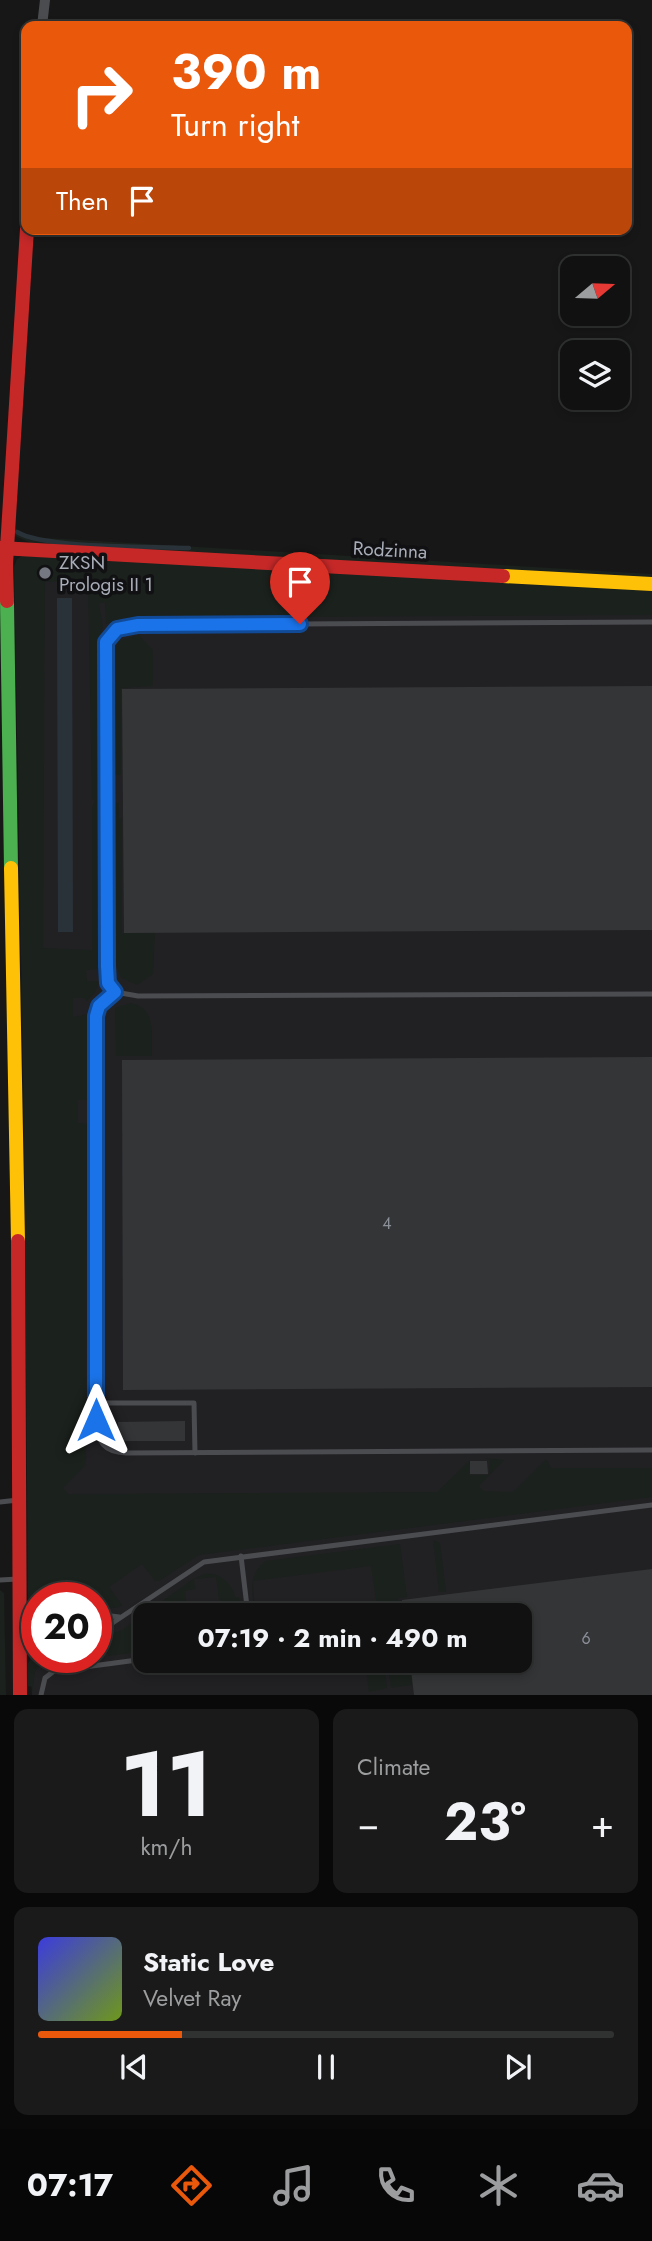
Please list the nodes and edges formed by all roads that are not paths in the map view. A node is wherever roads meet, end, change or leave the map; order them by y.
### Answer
1 (45, 0) edge
2 (43, 21) edge
3 (27, 235) edge
4 (3, 549) edge
5 (652, 584) edge
6 (652, 622) edge
7 (115, 992) junction
8 (652, 994) edge
9 (96, 1403) junction
10 (652, 1450) edge
11 (195, 1453) junction
12 (18, 1500) junction
13 (0, 1502) edge
14 (652, 1505) edge
15 (241, 1556) junction
16 (0, 1580) edge
17 (18, 1580) junction
18 (247, 1603) edge
19 (112, 1616) edge
20 (119, 1617) junction
21 (19, 1620) joint
22 (112, 1623) edge
23 (19, 1638) joint
24 (133, 1661) edge
25 (19, 1695) edge
26 (41, 1695) edge

1 - 2 street
3 - 4 street
4 - 5 street, Rodzinna
4 - 12 street
6 - 7 lane
7 - 8 lane
7 - 9 lane
9 - 11 lane
9 - 11 lane
10 - 11 lane
12 - 13 lane
12 - 17 street
14 - 15 lane
15 - 18 lane
15 - 20 lane
16 - 17 lane
17 - 21 street
19 - 20 lane
20 - 22 lane
21 - 23 street
23 - 25 street
24 - 26 lane

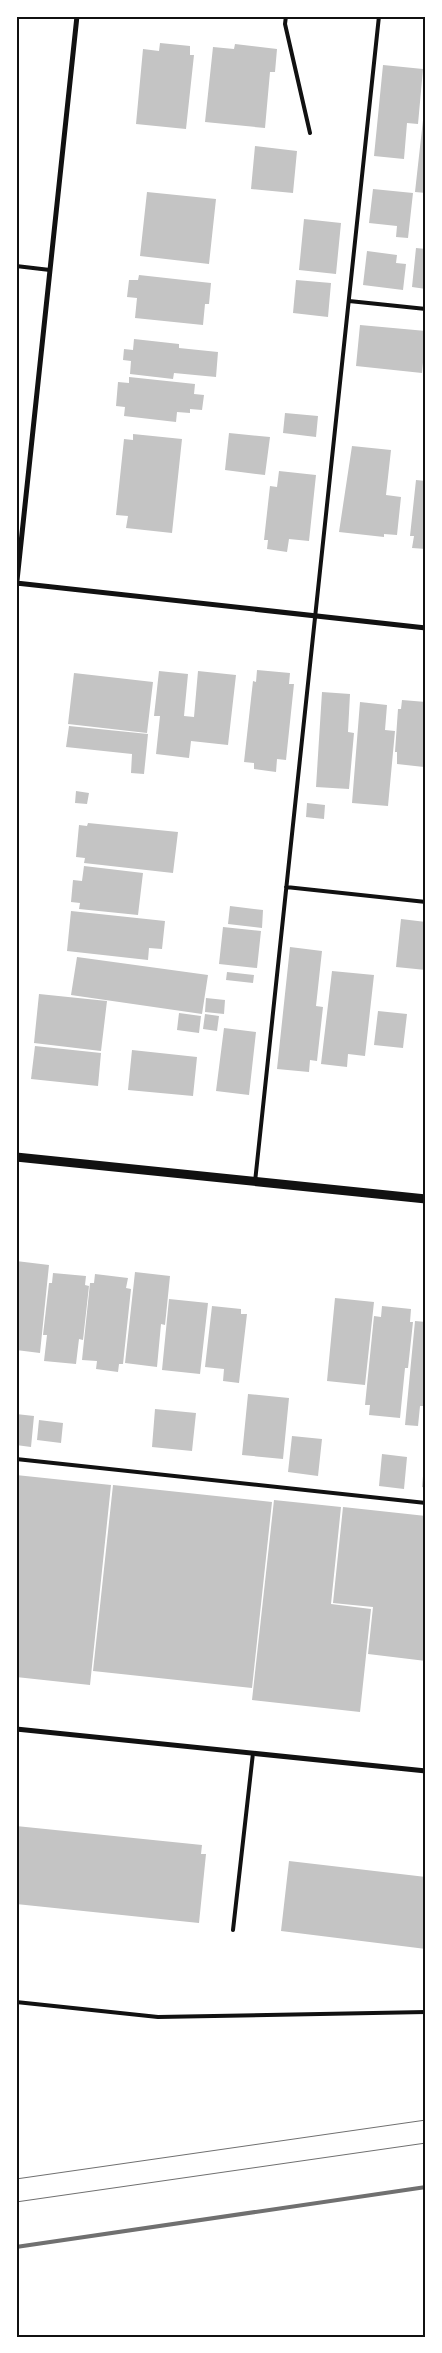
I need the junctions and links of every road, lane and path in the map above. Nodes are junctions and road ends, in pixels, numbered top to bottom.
1 (76, 16) edge
2 (286, 16) edge
3 (379, 16) edge
4 (310, 133) dead end
5 (16, 266) edge
6 (50, 270) junction
7 (349, 301) junction
8 (426, 309) edge
9 (17, 583) edge
10 (16, 590) edge
11 (315, 616) junction
12 (426, 628) edge
13 (286, 887) junction
14 (426, 902) edge
15 (16, 1157) edge
16 (254, 1182) junction
17 (426, 1199) edge
18 (16, 1459) edge
19 (426, 1503) edge
20 (16, 1729) edge
21 (254, 1753) junction
22 (426, 1771) edge
23 (233, 1930) dead end
24 (16, 2002) edge
25 (426, 2012) edge

1 - 6 street
2 - 4 lane
3 - 7 lane
5 - 6 lane
6 - 9 street
7 - 8 lane
7 - 11 lane
9 - 10 street
9 - 11 street
11 - 12 street
11 - 13 lane
13 - 14 lane
13 - 16 lane
15 - 16 street
16 - 17 street
18 - 19 lane
20 - 21 street
21 - 22 street
21 - 23 lane
24 - 25 lane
□ □ □ □
• Your task: Give again, word for word, every line from the one holding "I need the junctions" to the end of the data.

• Completed exercise:
I need the junctions and links of every road, lane and path in the map above. Nodes are junctions and road ends, in pixels, numbered top to bottom.
1 (76, 16) edge
2 (286, 16) edge
3 (379, 16) edge
4 (310, 133) dead end
5 (16, 266) edge
6 (50, 270) junction
7 (349, 301) junction
8 (426, 309) edge
9 (17, 583) edge
10 (16, 590) edge
11 (315, 616) junction
12 (426, 628) edge
13 (286, 887) junction
14 (426, 902) edge
15 (16, 1157) edge
16 (254, 1182) junction
17 (426, 1199) edge
18 (16, 1459) edge
19 (426, 1503) edge
20 (16, 1729) edge
21 (254, 1753) junction
22 (426, 1771) edge
23 (233, 1930) dead end
24 (16, 2002) edge
25 (426, 2012) edge

1 - 6 street
2 - 4 lane
3 - 7 lane
5 - 6 lane
6 - 9 street
7 - 8 lane
7 - 11 lane
9 - 10 street
9 - 11 street
11 - 12 street
11 - 13 lane
13 - 14 lane
13 - 16 lane
15 - 16 street
16 - 17 street
18 - 19 lane
20 - 21 street
21 - 22 street
21 - 23 lane
24 - 25 lane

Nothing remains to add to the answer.